Dimanche soir, sur les réseaux sociaux, un mot d'ordre populaire invitait M. Gül, devenu le principal rival de M. Erdogan en vue de la présidentielle de 2014, à intervenir pour mettre fin à cette crise politique. L'allié américain a également émis quelques critiques. La Maison Blanche a appelé les forces de sécurité à montrer de la "retenue" face aux manifestants.
RETRAIT DE LA POLICE
Si les heurts ont cessé autour de la place Taksim avec le retrait de la police, ils se sont poursuivis, dimanche, dans le quartier de Besiktas, à proximité des bureaux stambouliotes du premier ministre, vers lesquels plusieurs dizaines de personnes ont marché avant d'être stoppées par les forces antiémeute. Mais surtout, le phénomène s'est propagé comme une traînée de poudre et ce week-end, c'est l'ensemble du pays qui a été gagné par la contestation.
D'Erdine, à la frontière bulgare, à Mersin, sur les rives de la Méditerranée en passant par Samsun, dans la région de la mer Noire, près de cinquante grandes villes ont été le théâtre de manifestations. Partout, des jeunes, le poing levé, sont descendus dans la rue en hurlant : "Erdogan, démission !" Dans la cité balnéaire d'Antalya, les contestataires s'en sont pris au bâtiment du gouvernorat. A Kocaeli, une ville industrielle de l'ouest, quelques milliers de membres du CHP, le parti fondé par Atatürk, ont tenté de marcher vers le siège local de l'AKP. Ils ont été stoppés par les tirs de gaz lacrymogène de la police.

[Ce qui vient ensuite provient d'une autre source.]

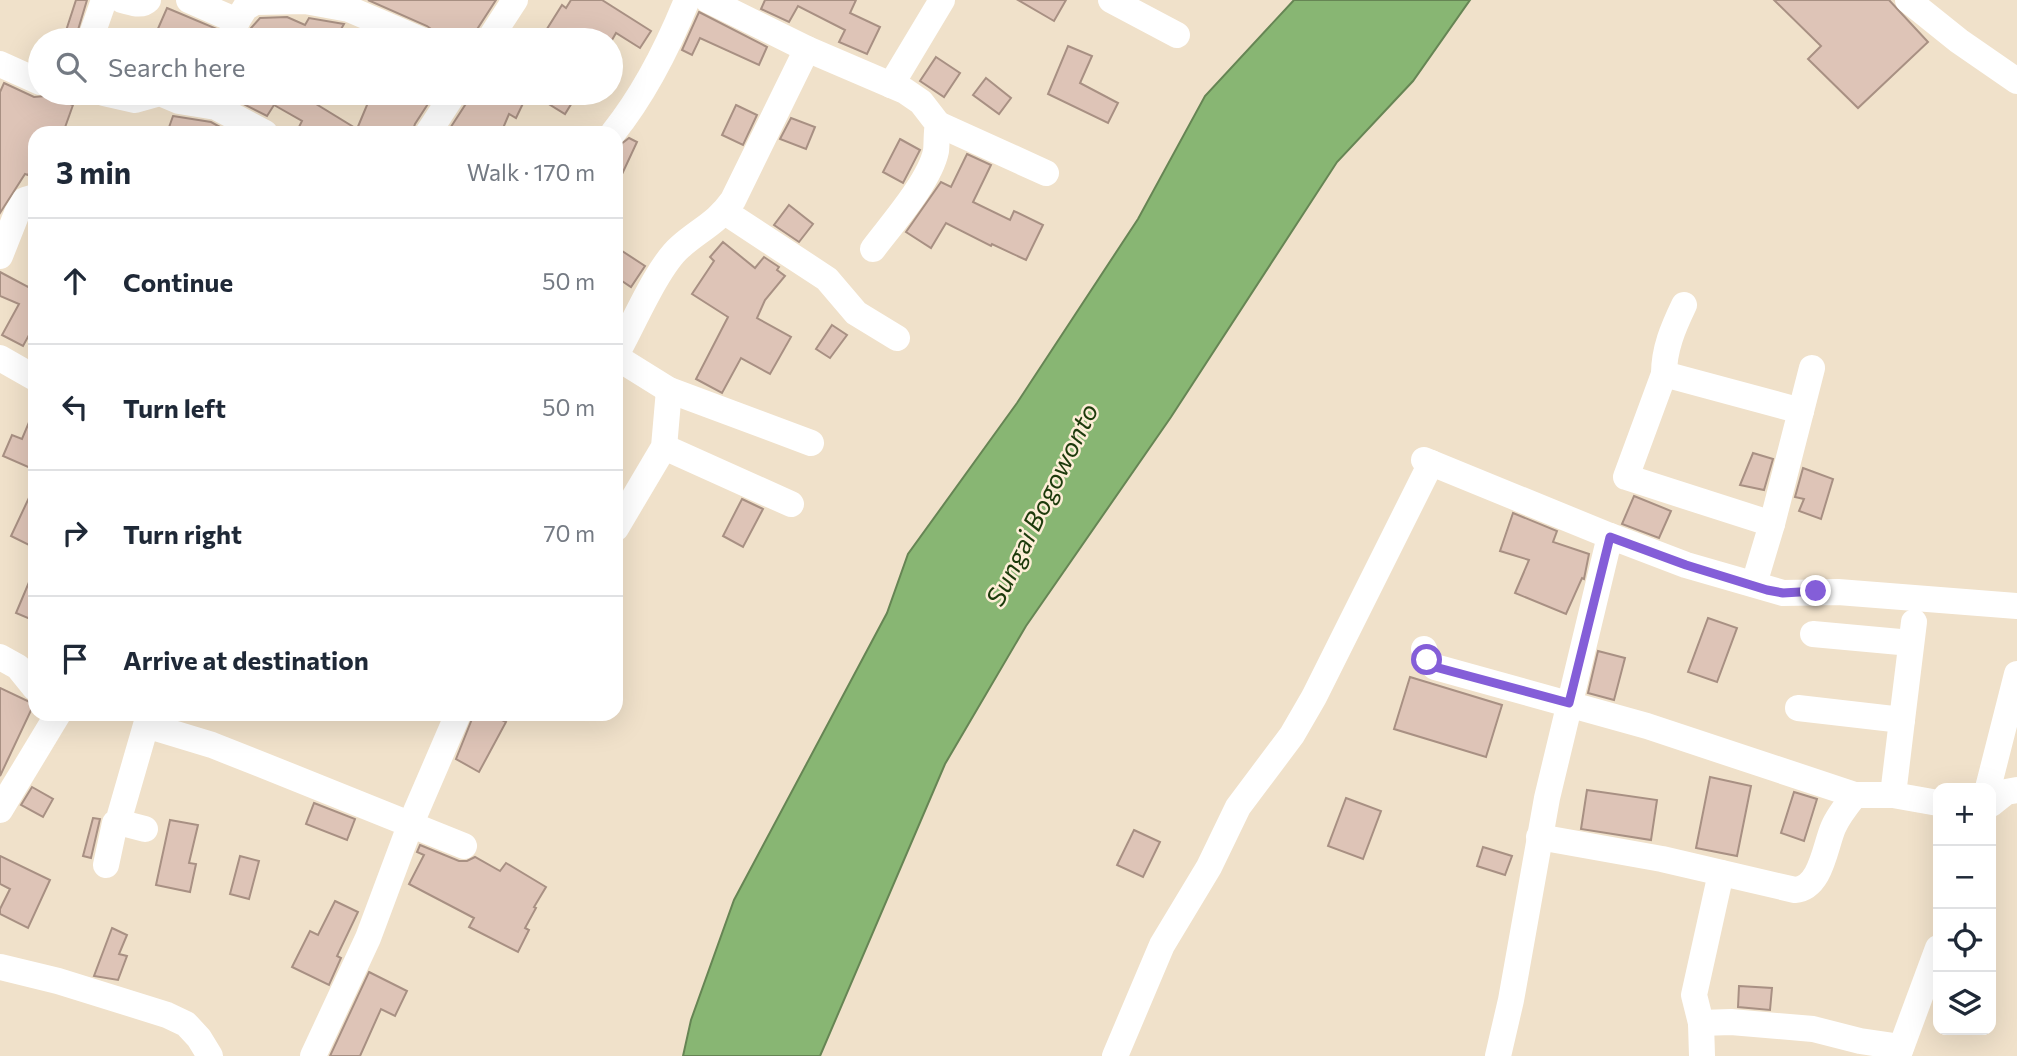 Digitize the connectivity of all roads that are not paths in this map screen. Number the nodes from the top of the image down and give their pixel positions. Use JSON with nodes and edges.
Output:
{"nodes":[{"id":1,"x":103,"y":0,"type":"edge"},
{"id":2,"x":122,"y":0,"type":"edge"},
{"id":3,"x":148,"y":0,"type":"edge"},
{"id":4,"x":189,"y":0,"type":"edge"},
{"id":5,"x":515,"y":0,"type":"edge"},
{"id":6,"x":687,"y":0,"type":"edge"},
{"id":7,"x":708,"y":0,"type":"edge"},
{"id":8,"x":943,"y":0,"type":"edge"},
{"id":9,"x":1111,"y":0,"type":"edge"},
{"id":10,"x":1908,"y":0,"type":"edge"},
{"id":11,"x":94,"y":28,"type":"edge"},
{"id":12,"x":229,"y":28,"type":"edge"},
{"id":13,"x":235,"y":28,"type":"edge"},
{"id":14,"x":393,"y":28,"type":"edge"},
{"id":15,"x":497,"y":28,"type":"edge"},
{"id":16,"x":1177,"y":35,"type":"dead end"},
{"id":17,"x":807,"y":49,"type":"junction"},
{"id":18,"x":0,"y":64,"type":"edge"},
{"id":19,"x":28,"y":77,"type":"edge"},
{"id":20,"x":2017,"y":81,"type":"edge"},
{"id":21,"x":891,"y":85,"type":"junction"},
{"id":22,"x":214,"y":105,"type":"edge"},
{"id":23,"x":446,"y":105,"type":"edge"},
{"id":24,"x":938,"y":124,"type":"junction"},
{"id":25,"x":252,"y":126,"type":"edge"},
{"id":26,"x":433,"y":126,"type":"edge"},
{"id":27,"x":619,"y":126,"type":"edge"},
{"id":28,"x":1046,"y":173,"type":"dead end"},
{"id":29,"x":28,"y":199,"type":"edge"},
{"id":30,"x":725,"y":212,"type":"junction"},
{"id":31,"x":873,"y":249,"type":"dead end"},
{"id":32,"x":0,"y":256,"type":"edge"},
{"id":33,"x":1684,"y":305,"type":"dead end"},
{"id":34,"x":897,"y":338,"type":"dead end"},
{"id":35,"x":623,"y":343,"type":"edge"},
{"id":36,"x":0,"y":358,"type":"edge"},
{"id":37,"x":623,"y":360,"type":"edge"},
{"id":38,"x":1812,"y":368,"type":"dead end"},
{"id":39,"x":28,"y":374,"type":"edge"},
{"id":40,"x":1664,"y":374,"type":"junction"},
{"id":41,"x":669,"y":390,"type":"junction"},
{"id":42,"x":1801,"y":411,"type":"junction"},
{"id":43,"x":811,"y":443,"type":"dead end"},
{"id":44,"x":664,"y":447,"type":"junction"},
{"id":45,"x":791,"y":504,"type":"dead end"},
{"id":46,"x":623,"y":516,"type":"edge"},
{"id":47,"x":1772,"y":524,"type":"junction"},
{"id":48,"x":1610,"y":537,"type":"junction"},
{"id":49,"x":1754,"y":584,"type":"junction"},
{"id":50,"x":2017,"y":606,"type":"edge"},
{"id":51,"x":1813,"y":634,"type":"dead end"},
{"id":52,"x":1424,"y":649,"type":"dead end"},
{"id":53,"x":0,"y":657,"type":"edge"},
{"id":54,"x":2017,"y":674,"type":"edge"},
{"id":55,"x":28,"y":679,"type":"edge"},
{"id":56,"x":1569,"y":703,"type":"junction"},
{"id":57,"x":1798,"y":708,"type":"dead end"},
{"id":58,"x":1902,"y":720,"type":"junction"},
{"id":59,"x":54,"y":721,"type":"edge"},
{"id":60,"x":455,"y":721,"type":"edge"},
{"id":61,"x":1989,"y":783,"type":"edge"},
{"id":62,"x":2017,"y":790,"type":"edge"},
{"id":63,"x":1855,"y":795,"type":"junction"},
{"id":64,"x":1893,"y":795,"type":"junction"},
{"id":65,"x":1996,"y":800,"type":"edge"},
{"id":66,"x":1933,"y":802,"type":"edge"},
{"id":67,"x":0,"y":810,"type":"edge"},
{"id":68,"x":118,"y":822,"type":"junction"},
{"id":69,"x":411,"y":823,"type":"junction"},
{"id":70,"x":145,"y":829,"type":"dead end"},
{"id":71,"x":1539,"y":837,"type":"junction"},
{"id":72,"x":464,"y":846,"type":"dead end"},
{"id":73,"x":106,"y":865,"type":"dead end"},
{"id":74,"x":1721,"y":873,"type":"junction"},
{"id":75,"x":1933,"y":961,"type":"edge"},
{"id":76,"x":0,"y":967,"type":"edge"},
{"id":77,"x":1701,"y":1023,"type":"junction"},
{"id":78,"x":1899,"y":1051,"type":"edge"},
{"id":79,"x":210,"y":1056,"type":"edge"},
{"id":80,"x":313,"y":1056,"type":"edge"},
{"id":81,"x":1115,"y":1056,"type":"edge"},
{"id":82,"x":1498,"y":1056,"type":"edge"},
{"id":83,"x":1702,"y":1056,"type":"edge"}],
"edges":[{"from":1,"to":11,"type":"street"},
{"from":2,"to":3,"type":"street"},
{"from":4,"to":12,"type":"street"},
{"from":5,"to":15,"type":"street"},
{"from":6,"to":27,"type":"street"},
{"from":7,"to":17,"type":"street"},
{"from":8,"to":21,"type":"street"},
{"from":9,"to":16,"type":"street"},
{"from":10,"to":20,"type":"street"},
{"from":13,"to":14,"type":"street"},
{"from":17,"to":21,"type":"street"},
{"from":17,"to":30,"type":"street"},
{"from":18,"to":19,"type":"street"},
{"from":21,"to":24,"type":"street"},
{"from":22,"to":25,"type":"street"},
{"from":23,"to":26,"type":"street"},
{"from":24,"to":28,"type":"street"},
{"from":24,"to":31,"type":"street"},
{"from":29,"to":32,"type":"street"},
{"from":30,"to":34,"type":"street"},
{"from":30,"to":35,"type":"street"},
{"from":33,"to":40,"type":"street"},
{"from":36,"to":39,"type":"street"},
{"from":37,"to":41,"type":"street"},
{"from":38,"to":42,"type":"street"},
{"from":40,"to":42,"type":"street"},
{"from":40,"to":47,"type":"street"},
{"from":41,"to":43,"type":"street"},
{"from":41,"to":44,"type":"street"},
{"from":42,"to":47,"type":"street"},
{"from":44,"to":45,"type":"street"},
{"from":44,"to":46,"type":"street"},
{"from":47,"to":49,"type":"street"},
{"from":48,"to":49,"type":"street"},
{"from":48,"to":56,"type":"street"},
{"from":48,"to":81,"type":"street"},
{"from":49,"to":50,"type":"street"},
{"from":51,"to":58,"type":"street"},
{"from":52,"to":56,"type":"street"},
{"from":53,"to":55,"type":"street"},
{"from":54,"to":61,"type":"street"},
{"from":56,"to":63,"type":"street"},
{"from":56,"to":71,"type":"street"},
{"from":57,"to":58,"type":"street"},
{"from":58,"to":64,"type":"street"},
{"from":59,"to":67,"type":"street"},
{"from":60,"to":69,"type":"street"},
{"from":62,"to":65,"type":"street"},
{"from":63,"to":64,"type":"street"},
{"from":63,"to":74,"type":"street"},
{"from":64,"to":66,"type":"street"},
{"from":68,"to":69,"type":"street"},
{"from":68,"to":70,"type":"street"},
{"from":68,"to":73,"type":"street"},
{"from":69,"to":72,"type":"street"},
{"from":69,"to":80,"type":"street"},
{"from":71,"to":74,"type":"street"},
{"from":71,"to":82,"type":"street"},
{"from":74,"to":77,"type":"street"},
{"from":75,"to":78,"type":"street"},
{"from":76,"to":79,"type":"street"},
{"from":77,"to":78,"type":"street"},
{"from":77,"to":83,"type":"street"}]}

Des affrontements, souvent très violents, avec les forces de l'ordre ont été recensés dans la majorité des villes. A Izmir, la grande ville de la côte égéenne, un fief kémaliste, ils ont duré jusqu'à l'aube. Au moins 250 personnes ont été interpellées. Les tensions ont culminé à Ankara où, pour la deuxième journée consécutive, des milliers d'habitants ont convergé vers le quartier central de Kizilay, qui abrite les ministères. Les heurts les plus violents se sont produits dans les rues jouxtant les bureaux du premier ministre. Des voitures brûlaient, des feux sur la chaussée trouaient la nuit. Une première liste dressée par la chambre des médecins faisait état de plus de 400 blessés, dont un dans un état grave. Selon les médias turcs, la police a également pris d'assaut un dispensaire de fortune monté à la hâte pour apporter les premiers soins. Dans la capitale, la police a procédé à environ 500 arrestations.